## What to work on
From the entries below, reproduce exactly the line containing "index dip: (537, 275)", the line containing "pinky dip: (583, 253)", and every line in between, with nothing added.

============

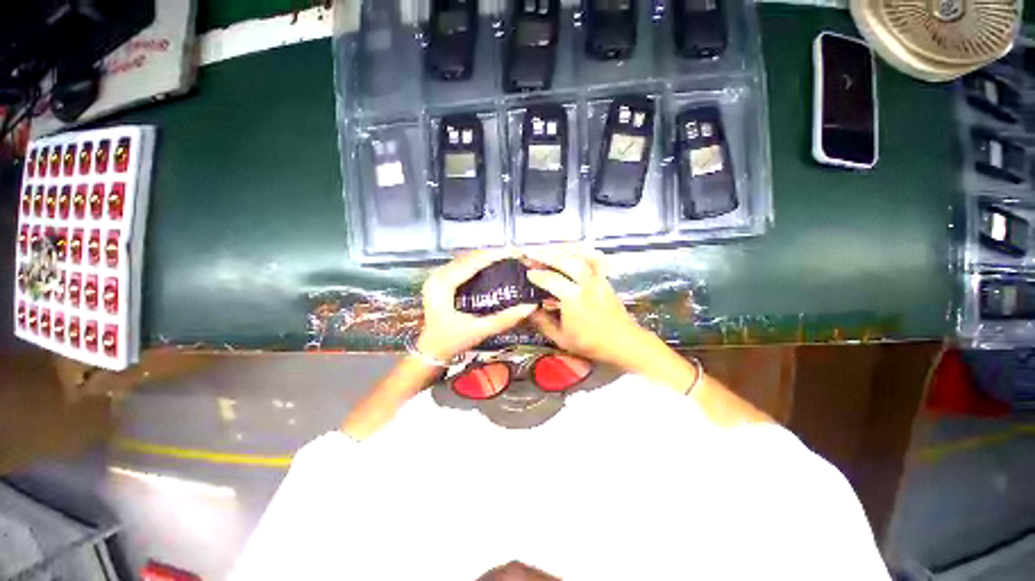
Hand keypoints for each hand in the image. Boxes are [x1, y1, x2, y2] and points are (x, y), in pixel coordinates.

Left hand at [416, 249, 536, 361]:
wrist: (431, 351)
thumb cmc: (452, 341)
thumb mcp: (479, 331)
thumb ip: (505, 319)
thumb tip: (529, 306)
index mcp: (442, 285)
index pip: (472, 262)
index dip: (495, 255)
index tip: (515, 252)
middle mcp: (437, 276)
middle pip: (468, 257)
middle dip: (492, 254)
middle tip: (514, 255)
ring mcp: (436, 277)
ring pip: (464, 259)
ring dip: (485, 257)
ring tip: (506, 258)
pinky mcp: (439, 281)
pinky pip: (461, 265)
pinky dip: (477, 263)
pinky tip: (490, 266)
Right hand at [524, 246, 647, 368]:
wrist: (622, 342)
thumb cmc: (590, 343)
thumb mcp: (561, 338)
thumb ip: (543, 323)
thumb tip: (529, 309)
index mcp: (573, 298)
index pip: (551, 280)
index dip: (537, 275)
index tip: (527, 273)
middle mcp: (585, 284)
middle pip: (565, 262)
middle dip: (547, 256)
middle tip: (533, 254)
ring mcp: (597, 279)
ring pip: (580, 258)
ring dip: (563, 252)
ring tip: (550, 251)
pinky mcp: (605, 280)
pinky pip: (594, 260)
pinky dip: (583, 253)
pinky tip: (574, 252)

============

## Reply to the task
index dip: (537, 275)
index tip: (527, 273)
middle mcp: (585, 284)
middle pip: (565, 262)
middle dip: (547, 256)
middle tip: (533, 254)
ring mcp: (597, 279)
ring pip: (580, 258)
ring dip: (563, 252)
ring tip: (550, 251)
pinky mcp: (605, 280)
pinky pip: (594, 260)
pinky dip: (583, 253)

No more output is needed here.